Ozark County’s good-neighbor VFD named Missouri Fire Department of Year
Howell County Rural Fire District #1, which responds in mutual aid to Ozark County’s east-side fire departments, including Bakersfield, Caulfield, Dora and Tecumseh, was named Missouri Fire Department of the year at the Firefighters Association of Missouri Convention May 8 in St. Joseph.
Chief Joe Auffert told the Times Monday it was “quite an honor” to be selected for the award. The FFAM website says the award honors one “career, combination or volunteer fire department/district” that best exemplifies fire service leadership “through commitment to excellence, progressiveness and service to their community.”
HCRFC, established in 1982, is a “combination” district with a total of 14 firefighters, including three full-time personnel, three board members and a secretary. It responds frequently to Ozark County fires and other emergencies, Auffert said Monday. “In fact, we just got a call this morning from over there. It was canceled before we got there, but whenever they need us, we come runnin’,” he said. Aufert said the department responded to more than 800 calls in 2017.
In her nomination letter for the award, district administrative officer Christel Cantrell noted that the district’s call volume “has steadily increased” in the last two years. “December 2017, we had over 100 calls. That is our record for a one-month period,” Cantrell wrote.
In its 36 years, Howell County Rural has grown from being an all-volunteer, one-station district with four vehicles to its present status as a combination career/volunteer department with two stations (one inside the West Plains city limits and the other at Highways KK and 160 in South Fork) with two pumpers, a pumper/tanker, two tankers, three brush trucks, a mini pumper, a rescue pumper and two smaller rescue trucks as well as a truck that carries a “cascade” unit allowing firefighters to refill their self-contained breathing apparatus at a fire scene.

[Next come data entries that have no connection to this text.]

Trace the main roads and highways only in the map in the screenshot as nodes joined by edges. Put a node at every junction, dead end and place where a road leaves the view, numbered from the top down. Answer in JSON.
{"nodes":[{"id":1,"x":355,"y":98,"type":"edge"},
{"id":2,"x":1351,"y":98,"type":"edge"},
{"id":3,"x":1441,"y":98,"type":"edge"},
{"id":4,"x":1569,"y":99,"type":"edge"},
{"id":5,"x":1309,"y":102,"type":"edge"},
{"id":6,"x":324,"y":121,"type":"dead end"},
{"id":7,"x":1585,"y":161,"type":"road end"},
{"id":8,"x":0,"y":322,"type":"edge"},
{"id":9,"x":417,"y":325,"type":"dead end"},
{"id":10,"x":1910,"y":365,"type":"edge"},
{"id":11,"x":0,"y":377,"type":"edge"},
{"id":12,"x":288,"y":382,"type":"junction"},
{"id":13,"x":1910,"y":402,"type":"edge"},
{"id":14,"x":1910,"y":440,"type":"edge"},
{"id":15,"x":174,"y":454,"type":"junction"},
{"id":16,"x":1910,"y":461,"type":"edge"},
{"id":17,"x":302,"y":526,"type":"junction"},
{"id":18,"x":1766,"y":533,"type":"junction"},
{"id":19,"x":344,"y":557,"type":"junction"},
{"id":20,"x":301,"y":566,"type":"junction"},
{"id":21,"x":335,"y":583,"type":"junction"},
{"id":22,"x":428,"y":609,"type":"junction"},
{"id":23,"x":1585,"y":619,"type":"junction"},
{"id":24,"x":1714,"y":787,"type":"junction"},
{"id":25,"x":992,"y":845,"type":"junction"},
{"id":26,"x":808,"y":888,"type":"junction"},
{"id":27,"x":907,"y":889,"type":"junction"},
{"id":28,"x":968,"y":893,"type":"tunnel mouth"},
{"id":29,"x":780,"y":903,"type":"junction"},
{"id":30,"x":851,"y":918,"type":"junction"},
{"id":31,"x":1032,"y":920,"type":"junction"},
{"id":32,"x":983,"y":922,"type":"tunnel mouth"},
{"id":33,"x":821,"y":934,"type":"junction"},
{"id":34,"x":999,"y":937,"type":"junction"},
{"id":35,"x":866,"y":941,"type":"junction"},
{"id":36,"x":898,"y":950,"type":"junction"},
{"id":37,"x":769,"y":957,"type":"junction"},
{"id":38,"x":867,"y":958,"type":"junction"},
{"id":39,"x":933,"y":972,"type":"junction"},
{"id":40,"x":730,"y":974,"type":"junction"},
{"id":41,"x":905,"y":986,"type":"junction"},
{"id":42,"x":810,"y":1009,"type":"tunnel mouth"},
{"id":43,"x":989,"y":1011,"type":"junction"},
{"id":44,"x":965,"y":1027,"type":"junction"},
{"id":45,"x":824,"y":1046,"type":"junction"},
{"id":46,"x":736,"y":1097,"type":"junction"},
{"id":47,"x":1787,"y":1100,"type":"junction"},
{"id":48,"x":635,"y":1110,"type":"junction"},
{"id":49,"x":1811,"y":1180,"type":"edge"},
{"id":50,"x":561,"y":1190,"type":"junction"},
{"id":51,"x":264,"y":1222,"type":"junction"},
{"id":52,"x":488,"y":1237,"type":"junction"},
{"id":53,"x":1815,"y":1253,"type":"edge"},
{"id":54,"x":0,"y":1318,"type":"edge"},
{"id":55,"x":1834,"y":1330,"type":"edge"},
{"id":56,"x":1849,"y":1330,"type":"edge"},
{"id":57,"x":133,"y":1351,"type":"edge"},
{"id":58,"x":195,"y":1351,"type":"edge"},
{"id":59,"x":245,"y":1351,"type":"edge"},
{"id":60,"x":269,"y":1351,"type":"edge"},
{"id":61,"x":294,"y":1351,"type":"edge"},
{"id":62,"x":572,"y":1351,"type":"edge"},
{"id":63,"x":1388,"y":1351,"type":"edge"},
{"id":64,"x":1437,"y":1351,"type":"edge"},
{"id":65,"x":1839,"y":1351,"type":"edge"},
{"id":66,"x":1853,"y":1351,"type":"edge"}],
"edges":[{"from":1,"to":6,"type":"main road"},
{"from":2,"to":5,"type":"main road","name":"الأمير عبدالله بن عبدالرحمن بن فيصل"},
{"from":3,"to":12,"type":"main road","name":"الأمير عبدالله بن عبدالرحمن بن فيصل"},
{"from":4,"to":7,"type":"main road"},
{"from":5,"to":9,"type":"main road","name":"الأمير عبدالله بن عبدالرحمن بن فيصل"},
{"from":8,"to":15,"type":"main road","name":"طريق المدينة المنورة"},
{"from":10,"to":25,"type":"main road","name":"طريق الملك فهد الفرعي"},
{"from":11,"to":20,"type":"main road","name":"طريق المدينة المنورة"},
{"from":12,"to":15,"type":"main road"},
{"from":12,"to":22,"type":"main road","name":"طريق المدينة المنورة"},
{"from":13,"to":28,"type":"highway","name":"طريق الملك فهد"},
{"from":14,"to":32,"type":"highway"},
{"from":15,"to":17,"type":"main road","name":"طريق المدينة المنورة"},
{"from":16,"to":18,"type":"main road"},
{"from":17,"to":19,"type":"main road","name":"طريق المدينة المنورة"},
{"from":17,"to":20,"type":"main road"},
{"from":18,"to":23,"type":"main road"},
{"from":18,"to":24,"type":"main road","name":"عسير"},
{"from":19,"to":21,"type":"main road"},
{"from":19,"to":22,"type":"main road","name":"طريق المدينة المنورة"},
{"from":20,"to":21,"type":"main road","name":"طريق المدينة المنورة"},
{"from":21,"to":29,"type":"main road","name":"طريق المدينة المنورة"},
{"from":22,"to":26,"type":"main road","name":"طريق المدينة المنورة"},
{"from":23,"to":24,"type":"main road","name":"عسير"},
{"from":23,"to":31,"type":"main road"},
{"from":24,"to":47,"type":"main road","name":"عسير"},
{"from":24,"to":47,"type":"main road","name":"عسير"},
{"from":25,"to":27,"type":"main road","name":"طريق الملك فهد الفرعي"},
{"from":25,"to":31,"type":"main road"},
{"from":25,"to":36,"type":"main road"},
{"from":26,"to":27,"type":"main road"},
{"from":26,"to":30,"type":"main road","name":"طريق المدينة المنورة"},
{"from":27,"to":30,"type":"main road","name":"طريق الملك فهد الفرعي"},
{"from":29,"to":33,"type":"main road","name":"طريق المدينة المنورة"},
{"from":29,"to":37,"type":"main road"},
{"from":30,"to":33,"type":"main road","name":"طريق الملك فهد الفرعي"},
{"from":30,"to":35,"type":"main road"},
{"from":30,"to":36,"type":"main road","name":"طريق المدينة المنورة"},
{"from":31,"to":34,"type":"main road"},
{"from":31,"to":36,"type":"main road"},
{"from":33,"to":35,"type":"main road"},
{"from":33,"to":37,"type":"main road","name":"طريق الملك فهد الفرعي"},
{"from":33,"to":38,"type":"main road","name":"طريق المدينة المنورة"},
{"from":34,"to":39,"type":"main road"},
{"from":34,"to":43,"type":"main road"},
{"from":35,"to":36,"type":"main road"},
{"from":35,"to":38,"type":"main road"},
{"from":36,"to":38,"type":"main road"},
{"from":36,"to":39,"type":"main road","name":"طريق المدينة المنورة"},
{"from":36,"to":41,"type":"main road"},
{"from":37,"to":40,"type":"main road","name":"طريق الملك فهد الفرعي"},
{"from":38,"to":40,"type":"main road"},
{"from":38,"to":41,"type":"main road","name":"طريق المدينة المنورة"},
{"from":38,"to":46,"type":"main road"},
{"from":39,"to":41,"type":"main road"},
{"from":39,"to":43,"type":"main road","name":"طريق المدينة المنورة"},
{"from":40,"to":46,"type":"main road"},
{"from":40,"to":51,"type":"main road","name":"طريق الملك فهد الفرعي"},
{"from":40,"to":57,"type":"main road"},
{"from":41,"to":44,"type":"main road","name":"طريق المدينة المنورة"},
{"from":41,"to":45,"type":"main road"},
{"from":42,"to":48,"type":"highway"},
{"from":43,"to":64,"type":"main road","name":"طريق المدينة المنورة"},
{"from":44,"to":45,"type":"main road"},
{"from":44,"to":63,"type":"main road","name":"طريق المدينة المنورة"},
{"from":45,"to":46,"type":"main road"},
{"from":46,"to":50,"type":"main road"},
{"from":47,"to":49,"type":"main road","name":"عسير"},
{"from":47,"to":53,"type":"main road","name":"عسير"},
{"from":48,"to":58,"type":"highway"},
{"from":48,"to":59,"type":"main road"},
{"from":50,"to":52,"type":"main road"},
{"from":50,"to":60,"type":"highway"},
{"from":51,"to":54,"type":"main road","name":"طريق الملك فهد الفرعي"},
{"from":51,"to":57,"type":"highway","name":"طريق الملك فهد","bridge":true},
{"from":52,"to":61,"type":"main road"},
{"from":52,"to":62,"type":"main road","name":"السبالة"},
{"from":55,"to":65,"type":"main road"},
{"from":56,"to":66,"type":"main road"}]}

The district’s auxiliary actively supports the district, bringing food and drinks to firefighters at fire scenes and also delivering gift cards to victims of house fires. The district has a junior firefighter program, and, like Ozark County VFDs, it installs in residents’ homes the smoke alarms distributed by the Red Cross. “When we go to a call, we make sure that people have [smoke alarms],” Cantrell wrote in her nomination letter. “If they don’t, we get their information and go back and put it up for them.”
The district helps work community events in Howell County, and “as for helping out our neighboring departments, we have automatic and mutual aid agreements signed with the other departments around us. When we are called, we respond,” Cantrell wrote. Bakersfield VFD chief Greg Watts called the Times to share the news of HCRFD’s honor. “They’re good people,” Watts said. “They help us a lot.”